Moreover, the backing band turn in what's actually a pretty good facsimile of
CSNY harmonies on a sudden chromatic scale of notes in true trademark fashion -
only this time they're heading downwards into the sea instead of up into the
sky. A quite fascinating song.
No sooner has Nash escaped the waves than he's being
attacked by 'Fire Down Below'. Musically this is a prowling tiger getting ready
to strike as Nash dodges a drum part that seems determined to bang him on the
head, a stinging guitar that sounds like a shooting firebolt and a ringing
piano that sounds like SOS in morse code. Creepy and unusual for Nash's more
straightforward character, Nash plays stealth ninja instead, dodging musical
assassin's bullets and dark shadows. He wonders why he's so under siege
recently from all sides when he's tried to stay true to his principles: 'a
seeker, a friend and a lover'. However the world has different designs and
everything he once put so much faith in is burning, destroying everything he
once knew and his faith in 'the heaven above me'. Nash, desperate and fighting
for his life by now, screams in the chorus that 'all I can ask, whoever you
are, is that you love me!' - because no one else seems to anymore. Dramatic and
full of sudden explosions of sudden noise, this track is impressively tense as
Nash explores his full range from worried muted narrator to passionate
emotional wreck. For all that, though, Nash just wants the future to get on with
it, figuring that the fire blaze he sees coming might still have something to
teach him, that it might 'overwhelm' but 'relieve' us. It's tempting to see
this song as another directly written about the fall-out with Crosby, which
Nash has been putting off through mute silence but knows he has to bring out
into the open soon, the doves disappearing, replaced by silence and finally by
a wolf howling for blood. It's the riff you remember most from this song
though: three notes may not be much to base a song on, but it's unusual,
angular and more like something from a horror movie than Nash's traditional
work. The fact that it's based on three notes also means that you can sing
'CSN' along to the riff if you want! Another unusual, impressive song that finds
Nash a million light years away from his comfort zone.
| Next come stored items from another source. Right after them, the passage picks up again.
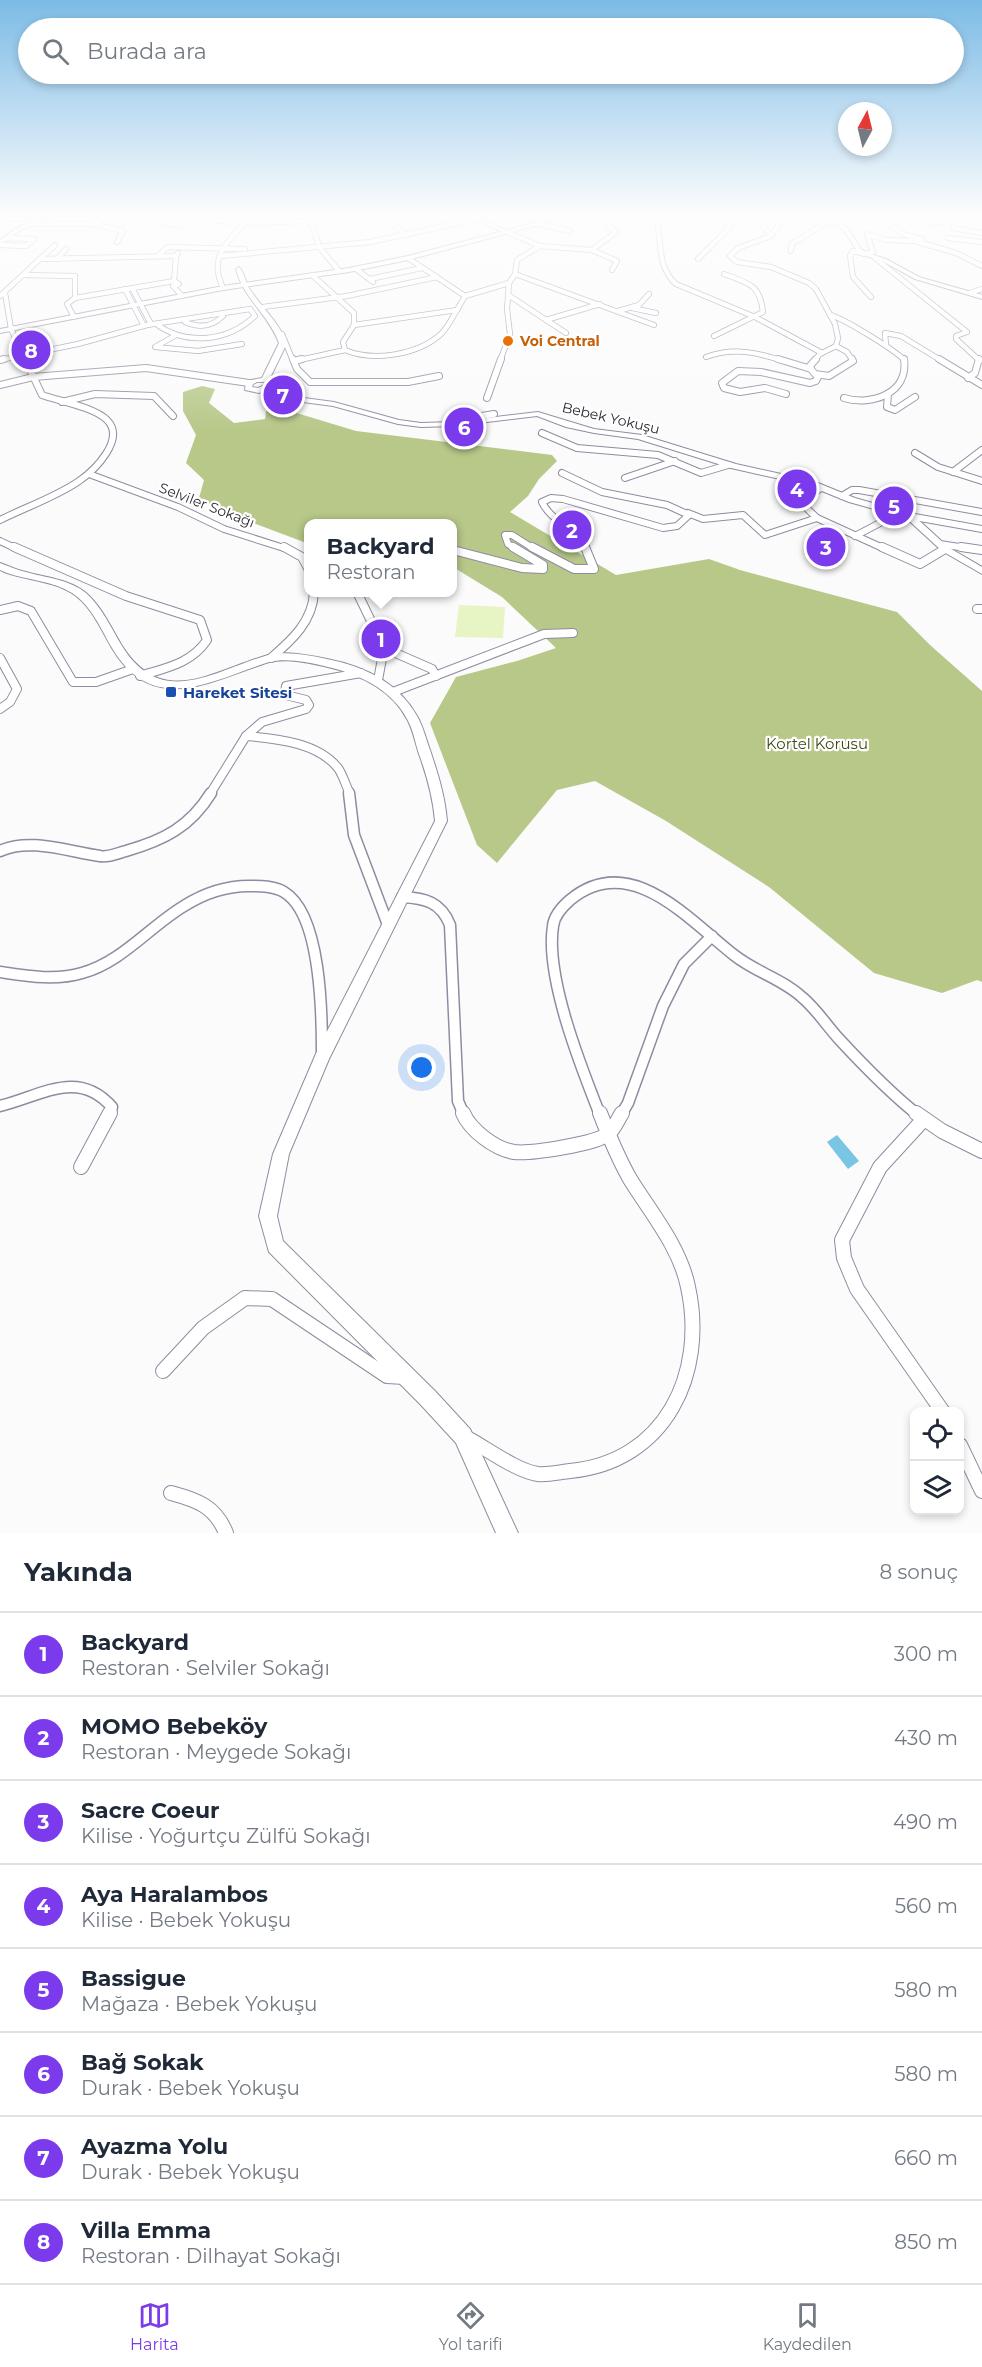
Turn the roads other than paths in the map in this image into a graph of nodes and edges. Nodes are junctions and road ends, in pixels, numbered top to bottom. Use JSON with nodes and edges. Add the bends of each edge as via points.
{"nodes":[{"id":1,"x":75,"y":288,"type":"edge"},
{"id":2,"x":137,"y":288,"type":"edge"},
{"id":3,"x":174,"y":288,"type":"edge"},
{"id":4,"x":223,"y":288,"type":"edge"},
{"id":5,"x":247,"y":288,"type":"edge"},
{"id":6,"x":326,"y":288,"type":"edge"},
{"id":7,"x":389,"y":288,"type":"edge"},
{"id":8,"x":452,"y":288,"type":"edge"},
{"id":9,"x":496,"y":288,"type":"edge"},
{"id":10,"x":509,"y":288,"type":"edge"},
{"id":11,"x":553,"y":288,"type":"edge"},
{"id":12,"x":684,"y":288,"type":"edge"},
{"id":13,"x":753,"y":288,"type":"edge"},
{"id":14,"x":814,"y":288,"type":"edge"},
{"id":15,"x":861,"y":288,"type":"edge"},
{"id":16,"x":912,"y":288,"type":"edge"},
{"id":17,"x":951,"y":288,"type":"edge"},
{"id":18,"x":129,"y":289,"type":"junction"},
{"id":19,"x":382,"y":289,"type":"joint"},
{"id":20,"x":982,"y":289,"type":"edge"},
{"id":21,"x":970,"y":293,"type":"junction"},
{"id":22,"x":252,"y":294,"type":"junction"},
{"id":23,"x":649,"y":294,"type":"dead end"},
{"id":24,"x":508,"y":295,"type":"junction"},
{"id":25,"x":182,"y":296,"type":"junction"},
{"id":26,"x":335,"y":296,"type":"junction"},
{"id":27,"x":465,"y":296,"type":"junction"},
{"id":28,"x":872,"y":297,"type":"dead end"},
{"id":29,"x":982,"y":297,"type":"edge"},
{"id":30,"x":3,"y":298,"type":"edge"},
{"id":31,"x":75,"y":298,"type":"junction"},
{"id":32,"x":600,"y":304,"type":"junction"},
{"id":33,"x":0,"y":305,"type":"edge"},
{"id":34,"x":137,"y":305,"type":"junction"},
{"id":35,"x":262,"y":307,"type":"junction"},
{"id":36,"x":630,"y":308,"type":"junction"},
{"id":37,"x":249,"y":309,"type":"junction"},
{"id":38,"x":457,"y":310,"type":"junction"},
{"id":39,"x":618,"y":311,"type":"junction"},
{"id":40,"x":656,"y":313,"type":"dead end"},
{"id":41,"x":830,"y":315,"type":"junction"},
{"id":42,"x":74,"y":317,"type":"junction"},
{"id":43,"x":755,"y":317,"type":"junction"},
{"id":44,"x":546,"y":320,"type":"junction"},
{"id":45,"x":150,"y":325,"type":"junction"},
{"id":46,"x":354,"y":325,"type":"junction"},
{"id":47,"x":654,"y":325,"type":"dead end"},
{"id":48,"x":11,"y":329,"type":"junction"},
{"id":49,"x":0,"y":331,"type":"edge"},
{"id":50,"x":280,"y":331,"type":"junction"},
{"id":51,"x":566,"y":333,"type":"dead end"},
{"id":52,"x":176,"y":335,"type":"junction"},
{"id":53,"x":714,"y":336,"type":"dead end"},
{"id":54,"x":242,"y":344,"type":"dead end"},
{"id":55,"x":886,"y":345,"type":"junction"},
{"id":56,"x":836,"y":346,"type":"junction"},
{"id":57,"x":345,"y":350,"type":"junction"},
{"id":58,"x":822,"y":352,"type":"junction"},
{"id":59,"x":23,"y":355,"type":"junction"},
{"id":60,"x":706,"y":357,"type":"dead end"},
{"id":61,"x":0,"y":360,"type":"edge"},
{"id":62,"x":294,"y":361,"type":"junction"},
{"id":63,"x":811,"y":369,"type":"junction"},
{"id":64,"x":819,"y":375,"type":"junction"},
{"id":65,"x":439,"y":376,"type":"dead end"},
{"id":66,"x":33,"y":377,"type":"junction"},
{"id":67,"x":968,"y":378,"type":"junction"},
{"id":68,"x":265,"y":380,"type":"junction"},
{"id":69,"x":249,"y":383,"type":"junction"},
{"id":70,"x":0,"y":385,"type":"edge"},
{"id":71,"x":982,"y":386,"type":"edge"},
{"id":72,"x":267,"y":389,"type":"junction"},
{"id":73,"x":786,"y":394,"type":"dead end"},
{"id":74,"x":888,"y":394,"type":"junction"},
{"id":75,"x":915,"y":397,"type":"dead end"},
{"id":76,"x":487,"y":398,"type":"dead end"},
{"id":77,"x":844,"y":398,"type":"dead end"},
{"id":78,"x":62,"y":402,"type":"junction"},
{"id":79,"x":494,"y":414,"type":"dead end"},
{"id":80,"x":173,"y":416,"type":"dead end"},
{"id":81,"x":454,"y":424,"type":"junction"},
{"id":82,"x":542,"y":433,"type":"dead end"},
{"id":83,"x":982,"y":450,"type":"edge"},
{"id":84,"x":915,"y":453,"type":"dead end"},
{"id":85,"x":675,"y":461,"type":"junction"},
{"id":86,"x":728,"y":465,"type":"junction"},
{"id":87,"x":953,"y":472,"type":"junction"},
{"id":88,"x":562,"y":473,"type":"dead end"},
{"id":89,"x":89,"y":474,"type":"junction"},
{"id":90,"x":625,"y":478,"type":"dead end"},
{"id":91,"x":982,"y":481,"type":"edge"},
{"id":92,"x":821,"y":488,"type":"junction"},
{"id":93,"x":842,"y":496,"type":"junction"},
{"id":94,"x":982,"y":512,"type":"edge"},
{"id":95,"x":688,"y":513,"type":"junction"},
{"id":96,"x":899,"y":513,"type":"junction"},
{"id":97,"x":909,"y":516,"type":"junction"},
{"id":98,"x":817,"y":518,"type":"junction"},
{"id":99,"x":0,"y":520,"type":"edge"},
{"id":100,"x":982,"y":529,"type":"edge"},
{"id":101,"x":855,"y":536,"type":"junction"},
{"id":102,"x":0,"y":541,"type":"edge"},
{"id":103,"x":942,"y":547,"type":"junction"},
{"id":104,"x":982,"y":550,"type":"edge"},
{"id":105,"x":457,"y":551,"type":"edge"},
{"id":106,"x":0,"y":558,"type":"edge"},
{"id":107,"x":304,"y":561,"type":"edge"},
{"id":108,"x":0,"y":566,"type":"edge"},
{"id":109,"x":982,"y":571,"type":"edge"},
{"id":110,"x":20,"y":573,"type":"junction"},
{"id":111,"x":313,"y":597,"type":"edge"},
{"id":112,"x":359,"y":597,"type":"edge"},
{"id":113,"x":0,"y":610,"type":"edge"},
{"id":114,"x":573,"y":633,"type":"dead end"},
{"id":115,"x":384,"y":648,"type":"junction"},
{"id":116,"x":271,"y":658,"type":"junction"},
{"id":117,"x":1,"y":663,"type":"edge"},
{"id":118,"x":137,"y":672,"type":"junction"},
{"id":119,"x":362,"y":673,"type":"junction"},
{"id":120,"x":436,"y":676,"type":"junction"},
{"id":121,"x":378,"y":681,"type":"junction"},
{"id":122,"x":393,"y":692,"type":"junction"},
{"id":123,"x":0,"y":709,"type":"edge"},
{"id":124,"x":246,"y":736,"type":"junction"},
{"id":125,"x":0,"y":851,"type":"edge"},
{"id":126,"x":402,"y":897,"type":"junction"},
{"id":127,"x":388,"y":925,"type":"junction"},
{"id":128,"x":712,"y":936,"type":"junction"},
{"id":129,"x":0,"y":972,"type":"edge"},
{"id":130,"x":322,"y":1054,"type":"junction"},
{"id":131,"x":0,"y":1106,"type":"edge"},
{"id":132,"x":924,"y":1119,"type":"junction"},
{"id":133,"x":609,"y":1134,"type":"junction"},
{"id":134,"x":982,"y":1151,"type":"edge"},
{"id":135,"x":81,"y":1167,"type":"dead end"},
{"id":136,"x":162,"y":1371,"type":"dead end"},
{"id":137,"x":408,"y":1377,"type":"junction"},
{"id":138,"x":940,"y":1407,"type":"edge"},
{"id":139,"x":463,"y":1436,"type":"junction"},
{"id":140,"x":964,"y":1453,"type":"edge"},
{"id":141,"x":982,"y":1491,"type":"edge"},
{"id":142,"x":171,"y":1493,"type":"dead end"},
{"id":143,"x":226,"y":1533,"type":"edge"},
{"id":144,"x":507,"y":1533,"type":"edge"}],
"edges":[{"from":1,"to":31,"type":"street"},
{"from":2,"to":18,"type":"street"},
{"from":3,"to":25,"type":"street"},
{"from":4,"to":25,"type":"main road"},
{"from":5,"to":22,"type":"street"},
{"from":6,"to":26,"type":"street"},
{"from":7,"to":19,"type":"street"},
{"from":8,"to":27,"type":"street"},
{"from":9,"to":27,"type":"street"},
{"from":10,"to":24,"type":"street"},
{"from":11,"to":32,"type":"street"},
{"from":12,"to":43,"type":"street"},
{"from":13,"to":43,"type":"street","via":[[761,296],[763,312]]},
{"from":14,"to":41,"type":"street"},
{"from":15,"to":28,"type":"street"},
{"from":16,"to":67,"type":"street","via":[[967,332],[956,339],[980,360],[975,373]]},
{"from":17,"to":21,"type":"street"},
{"from":18,"to":31,"type":"street"},
{"from":18,"to":34,"type":"street"},
{"from":19,"to":26,"type":"street"},
{"from":20,"to":21,"type":"street"},
{"from":21,"to":29,"type":"street"},
{"from":22,"to":35,"type":"street"},
{"from":22,"to":37,"type":"street"},
{"from":23,"to":36,"type":"street"},
{"from":24,"to":44,"type":"street"},
{"from":24,"to":76,"type":"street","via":[[510,334]]},
{"from":25,"to":34,"type":"main road"},
{"from":26,"to":35,"type":"street"},
{"from":26,"to":46,"type":"street","via":[[354,313]]},
{"from":27,"to":38,"type":"street"},
{"from":30,"to":33,"type":"street"},
{"from":30,"to":48,"type":"street"},
{"from":31,"to":42,"type":"street","via":[[67,304]]},
{"from":32,"to":39,"type":"street"},
{"from":32,"to":44,"type":"street"},
{"from":34,"to":42,"type":"main road"},
{"from":34,"to":45,"type":"street"},
{"from":35,"to":50,"type":"street"},
{"from":36,"to":39,"type":"street"},
{"from":36,"to":40,"type":"street"},
{"from":37,"to":45,"type":"street","via":[[221,314],[221,319],[207,325],[183,320]]},
{"from":37,"to":52,"type":"street","via":[[255,316],[250,323],[230,334],[197,338]]},
{"from":38,"to":46,"type":"street"},
{"from":38,"to":57,"type":"street","via":[[438,336],[417,346],[377,356]]},
{"from":39,"to":47,"type":"street"},
{"from":41,"to":55,"type":"street","via":[[846,320]]},
{"from":41,"to":56,"type":"street","via":[[838,338]]},
{"from":42,"to":48,"type":"main road"},
{"from":43,"to":53,"type":"street"},
{"from":43,"to":58,"type":"street"},
{"from":44,"to":51,"type":"street"},
{"from":45,"to":52,"type":"street"},
{"from":45,"to":59,"type":"street"},
{"from":46,"to":57,"type":"street","via":[[343,342]]},
{"from":48,"to":49,"type":"main road"},
{"from":48,"to":59,"type":"street"},
{"from":50,"to":62,"type":"street"},
{"from":50,"to":68,"type":"street","via":[[283,343]]},
{"from":52,"to":54,"type":"street","via":[[155,347],[177,352],[217,351]]},
{"from":55,"to":67,"type":"street","via":[[885,333],[901,336]]},
{"from":55,"to":74,"type":"street","via":[[906,360],[906,372]]},
{"from":56,"to":58,"type":"street"},
{"from":56,"to":64,"type":"street","via":[[853,361],[835,374]]},
{"from":57,"to":62,"type":"street"},
{"from":58,"to":63,"type":"street"},
{"from":59,"to":61,"type":"street"},
{"from":59,"to":66,"type":"street"},
{"from":60,"to":63,"type":"street","via":[[715,352],[749,351]]},
{"from":62,"to":65,"type":"street","via":[[310,382],[408,382]]},
{"from":63,"to":64,"type":"street"},
{"from":64,"to":73,"type":"street","via":[[814,382],[807,383],[738,371],[722,383],[732,392],[762,387]]},
{"from":66,"to":69,"type":"street","via":[[146,368]]},
{"from":66,"to":70,"type":"street"},
{"from":66,"to":78,"type":"street","via":[[42,395]]},
{"from":67,"to":71,"type":"street"},
{"from":68,"to":69,"type":"street"},
{"from":68,"to":72,"type":"street","via":[[272,383]]},
{"from":69,"to":72,"type":"street","name":"Bebek Yokuşu","via":[[250,389]]},
{"from":72,"to":81,"type":"street","name":"Bebek Yokuşu","via":[[280,397],[334,404],[398,422]]},
{"from":74,"to":75,"type":"street","via":[[887,407],[896,410]]},
{"from":74,"to":77,"type":"street","via":[[862,403]]},
{"from":78,"to":80,"type":"street","via":[[95,394],[154,396]]},
{"from":78,"to":89,"type":"street","via":[[108,421],[113,433],[110,449]]},
{"from":79,"to":81,"type":"street"},
{"from":81,"to":86,"type":"street","name":"Bebek Yokuşu","via":[[538,414],[594,431],[639,436]]},
{"from":82,"to":85,"type":"street","via":[[577,448],[658,455]]},
{"from":83,"to":87,"type":"street"},
{"from":84,"to":87,"type":"street","via":[[921,460]]},
{"from":85,"to":86,"type":"street","via":[[704,473]]},
{"from":85,"to":90,"type":"street"},
{"from":86,"to":92,"type":"street","name":"Bebek Yokuşu"},
{"from":87,"to":91,"type":"street"},
{"from":88,"to":95,"type":"street","via":[[602,492]]},
{"from":89,"to":99,"type":"street"},
{"from":89,"to":107,"type":"street","name":"Selviler Sokağı","via":[[178,507],[224,529],[280,545]]},
{"from":92,"to":93,"type":"street","name":"Bebek Yokuşu"},
{"from":92,"to":98,"type":"street","via":[[800,502]]},
{"from":93,"to":94,"type":"street","via":[[859,490]]},
{"from":93,"to":96,"type":"street","name":"Bebek Yokuşu"},
{"from":95,"to":98,"type":"street","via":[[703,519],[743,515],[765,535]]},
{"from":95,"to":105,"type":"street","via":[[682,523],[663,528],[556,497],[545,500],[542,502],[546,510],[580,537],[594,569],[586,571],[566,567],[512,535],[505,535],[508,544],[543,565],[543,569],[522,568]]},
{"from":96,"to":97,"type":"street","name":"Bebek Yokuşu"},
{"from":96,"to":101,"type":"street"},
{"from":97,"to":100,"type":"street"},
{"from":97,"to":103,"type":"street"},
{"from":98,"to":101,"type":"street"},
{"from":101,"to":103,"type":"street","via":[[920,564]]},
{"from":102,"to":118,"type":"street","via":[[126,596],[200,620],[207,640],[201,651],[185,661]]},
{"from":103,"to":104,"type":"street"},
{"from":103,"to":109,"type":"street"},
{"from":106,"to":110,"type":"street"},
{"from":108,"to":110,"type":"street"},
{"from":110,"to":118,"type":"street","via":[[69,586],[85,598]]},
{"from":111,"to":116,"type":"street","via":[[308,620]]},
{"from":112,"to":115,"type":"street"},
{"from":113,"to":118,"type":"street","via":[[18,606],[31,611],[73,682],[85,685]]},
{"from":114,"to":120,"type":"street","via":[[544,634]]},
{"from":115,"to":120,"type":"street","via":[[432,669]]},
{"from":115,"to":121,"type":"street"},
{"from":116,"to":118,"type":"street","via":[[207,680],[166,686],[144,679]]},
{"from":116,"to":119,"type":"street","via":[[334,663]]},
{"from":117,"to":123,"type":"street","via":[[17,689],[10,702]]},
{"from":119,"to":121,"type":"street"},
{"from":119,"to":124,"type":"street","via":[[286,686],[285,692],[290,696],[306,700],[306,709],[262,722]]},
{"from":120,"to":122,"type":"street"},
{"from":121,"to":122,"type":"street"},
{"from":122,"to":126,"type":"street","via":[[412,718],[439,793],[441,821]]},
{"from":124,"to":125,"type":"street","via":[[207,799],[181,828],[154,843],[104,856],[57,848],[11,846]]},
{"from":124,"to":127,"type":"street","via":[[281,740],[315,750],[338,768],[350,794],[354,835]]},
{"from":126,"to":127,"type":"street"},
{"from":126,"to":133,"type":"street","via":[[422,898],[446,912],[450,926],[458,1101],[466,1120],[484,1139],[513,1152],[575,1146]]},
{"from":127,"to":130,"type":"street"},
{"from":128,"to":132,"type":"street","via":[[750,967],[797,993],[875,1076]]},
{"from":128,"to":133,"type":"street","via":[[684,964],[663,1006],[628,1103]]},
{"from":128,"to":133,"type":"street","via":[[652,892],[616,882],[585,890],[567,903],[553,923],[551,951],[565,1010],[584,1073]]},
{"from":129,"to":130,"type":"street","via":[[59,980],[94,970],[210,891],[242,885],[270,887],[288,895],[301,911],[314,947]]},
{"from":130,"to":137,"type":"street","via":[[281,1154],[268,1216],[275,1246]]},
{"from":131,"to":135,"type":"street","via":[[72,1085],[104,1094],[112,1107],[108,1120]]},
{"from":132,"to":134,"type":"street","via":[[938,1132]]},
{"from":132,"to":138,"type":"street","via":[[880,1167],[842,1240],[844,1258],[857,1289]]},
{"from":133,"to":139,"type":"street","via":[[620,1161],[681,1266],[691,1303],[688,1369],[673,1409],[623,1458],[593,1469],[536,1473]]},
{"from":136,"to":137,"type":"street","via":[[203,1328],[245,1298],[272,1299],[387,1376]]},
{"from":137,"to":139,"type":"street"},
{"from":139,"to":144,"type":"street"},
{"from":140,"to":141,"type":"street"},
{"from":142,"to":143,"type":"street","via":[[212,1507]]}]}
'Another Broken Heart' gets it's feeling of
frustrations out the way early as the song starts with an angry spike of
tension and spiteful jabs before pulling back to a kinder, more thoughtful Nash
who promises to be there for someone new whose own sad story has touched him
deeply (Amy?) Vowing that she's already seen too many broken hearts in her
life, Nash vows to never do the same to her despite his recent track history,
empathising with the person who feels 'their future is coming to an end' as
this uncomfortable passage in their life 'is taking you to places that you've
never been'. Nash worries that his song is 'going to cut you deep and make you
cry' but he has to sing it anyway. There are of course other possibilities for
whom Nash is singing to here: the opening verse sounds like a last ditch
attempt to offer an olive branch to Crosby, someone whose had more than his
share of broken hearts in his life and even starts with a couple of old Crosby-isms,
including one Nash wrote about Crosby's drug days in the 1980s ('Day after day'
I see you slipping 'into darkness...') Nash could equally be singing to ex-wife
Susan as the girl in the song tries to stop him singing, claiming her heart is
breaking. Or it's for Neil whose also been something of the CSNY outsider
recently having split with his wife Pegi after writing his own declaration of
love to her in his autobiography 'Waging Heavy Peace': this song feels in part
like Nash reaching out to Young and saying that he understands now his own pain
of being outcast by everyone. Even the title feels like a sequel to 'Only Love
Can Break Your Heart', the song Young wrote for Nash after the split with Joni
Mitchell in Nash's own style; by contrast 'Another Broken Heart' 'feels' more
like a Young song: it has a Crazy Horse-style stomp, sudden stings of taut
electric guitar and feels as if the band recorded it in one take in comparison
to Nash's usual production polish. The catchy chorus is easily the most hummable
of all these songs (and as we said before, it just has to be the single: it's
the only track that sounds like one), but as a composition this is perhaps not
quite up to the best on the album. It's still not bad though, especially if
Nash is juggling the audiences he's singing it to in his mind, making it a
healing balm for everyone he still cares about so deeply, despite what he sang
about them all being a 'test' on the title track.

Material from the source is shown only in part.